IMF’nin önerisi üzerine Hükümeti’miz tohumundan yağ çıkarılan sadece iki bitkinin, soya fasulyesi ile kanola’nın desteklenmesine karar vermişti. Sayın Ecevit dün açıklama yaptı. Ay çiçeği, kütlü pamuk ve zeytinin de teşvik edileceğini belirtti. Halkımızın soyadan yağ çıktığını bilmişliği var ama, acep bu "kanola" ne ola ki?
Ali Ekber Yıldırım tarım konusunda uzman bir yazar. Yıldırım’ın yardımı ile derlediğim bilgileri okuyucularıma sunuyorum. Kanola, lahana benzeri bir bitki. Yaprakları sebze ve hayvan yemi olarak kullanılıyor. Sarı çiçek açıyor. Bu çiçekleri "yaban hardalı" olarak adlandıranlar var. Çiçekler bordo rengi tohum veriyor. Tohumda yüzde 40 dolayında yağ var. İkinci Dünya Savaşı’ndan sonra Türkiye’ye gelen Bulgar ve Romen göçmenler kanola tohumunu Trakya’ya getirmiş. Sonra tohum Karadeniz’e ulaşmış. İngilizce "rapeseed" adından kaynaklanarak bizde "rapitsa" veya "rapiska" diye adlandırılmış.
Bu bitkinin yağında yüksek oranda "erusik asit" var. Yağdaki yüzde 45 - 55 oranındaki erustik asitin kalp dokusunu bozması nedeniyle rapitsa veya rapiska tohumundan elde edilen yağın kullanımı Avrupa ve Türkiye’de uzun süre yasaklandı. Bu bitkiyi büyük ölçüde üreten ve tohumunu ihraç eden Kanada, uzun araştırmalar ile yağındaki asit oranını yüzde 5’lere düşürdü. Yüzde 5’in altındaki erusik asitin insan sağlığına zarar vermeyeceği konusunda "fetva" çıkarıldı. Bitkinin adı değiştirildi "kanola" oldu. Bu bitki bizde kolza olarak tanındı. Yağına kolza yağı denildi. Sağlık Bakanlığı da 15 Nisan 1987’den sonra kanola yağının kullanımına tekrar izin verdi.

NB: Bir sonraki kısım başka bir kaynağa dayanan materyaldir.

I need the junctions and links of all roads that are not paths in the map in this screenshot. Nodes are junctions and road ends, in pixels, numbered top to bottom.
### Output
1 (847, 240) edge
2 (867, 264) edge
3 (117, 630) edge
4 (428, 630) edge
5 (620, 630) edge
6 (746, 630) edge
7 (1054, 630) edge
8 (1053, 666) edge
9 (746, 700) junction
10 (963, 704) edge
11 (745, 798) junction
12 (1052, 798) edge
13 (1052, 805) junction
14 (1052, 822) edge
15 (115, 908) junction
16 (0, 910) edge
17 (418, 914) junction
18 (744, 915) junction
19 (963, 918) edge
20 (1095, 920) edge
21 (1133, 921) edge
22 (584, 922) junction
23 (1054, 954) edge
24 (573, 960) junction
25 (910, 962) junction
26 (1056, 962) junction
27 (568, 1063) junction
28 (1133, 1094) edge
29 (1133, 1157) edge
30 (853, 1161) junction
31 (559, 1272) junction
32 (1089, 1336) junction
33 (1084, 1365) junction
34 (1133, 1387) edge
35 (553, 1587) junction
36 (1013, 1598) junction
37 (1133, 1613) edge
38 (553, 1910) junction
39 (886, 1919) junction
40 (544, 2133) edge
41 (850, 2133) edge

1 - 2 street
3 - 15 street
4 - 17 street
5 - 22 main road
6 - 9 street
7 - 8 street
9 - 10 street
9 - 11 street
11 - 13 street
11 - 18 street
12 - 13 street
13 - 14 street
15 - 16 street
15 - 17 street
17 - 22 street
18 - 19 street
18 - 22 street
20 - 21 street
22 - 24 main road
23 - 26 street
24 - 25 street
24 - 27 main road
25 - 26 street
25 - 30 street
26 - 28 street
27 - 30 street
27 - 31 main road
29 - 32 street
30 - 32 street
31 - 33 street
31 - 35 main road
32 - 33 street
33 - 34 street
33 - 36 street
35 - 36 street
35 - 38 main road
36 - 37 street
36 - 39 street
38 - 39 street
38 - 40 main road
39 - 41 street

İşte IMF kararı ve hükümet emri ile üreticimiz bundan sonra bu bitkiyi yetiştirecek. Hükümet prim verecek: Halkımız bu yağı yiyecek. Yabancı tohum üreticisi firmalar kanola tohumunu Karadeniz yöresindeki çiftçilere satmak için büyük çaba gösteriyor. Ürüne alım garantisi sağlamak için Karadeniz Birlik devreye sokulmuş. Geçen ürün dönemi dönümde 250 - 300 kilo verim alınmış. Birlik, kilosu 112 - 114 bin liradan 2 ton yağlı tohum almış. Üretici fiyattan mutlu olmamış. İyi de öbür yağlara ne oldu? Niçin ayçiçeği, mısır, pamuk, zeytinyağı yemiyoruz?
Fiyatı, maliyetini kurtarmadığı için çiftçimiz ayçiçeği ekmiyor. Yılda 600 bin ton ayçiçeği tohumu üretiyoruz. Yetmiyor. 800 bin ton ithal ediyoruz. Pamuk tekstil ve konfeksiyon sanayiinin temel girdisi. Üretimimiz yetmiyor. Ürettiğimiz pamuğun çekirdeğinden elde edilen yağ talebi karşılamıyor. Yılda 500 bin ton çekirdeksiz pamuk ithal zorunda kalıyoruz. Pamuk üretimine de kilo başı Yunanistan 40 cent, ABD 34 cent prim veriyor.
Mısır üretilmiyor. Zeytin derseniz bir yıl var, bir yıl yok. Yılda 1 milyar dolar değerinde yağlı tohum veya ham yağ ithal ediyoruz. Yıllardır ay çiçeği, mısır, pamuk eken, zeytin yetiştiren üretici başka alanlara kayıyor. Çünkü yağlı tohum üretiminde maliyet ve fiyat dengesi bozuldu.
IMF tavsiyesi ile hükümet, bildiği yağlı tohumu üretmeyen çiftçiyi, bilmediği soya fasulyesi ile kanolaya yönlendirmeye kalktı, teşvik primleri açıkladı. Ama anlaşıldığı kadarı ile yanlışdan dönülüyor. Şimdi klasik yağlı tohumların da üretimi teşvik edilecek.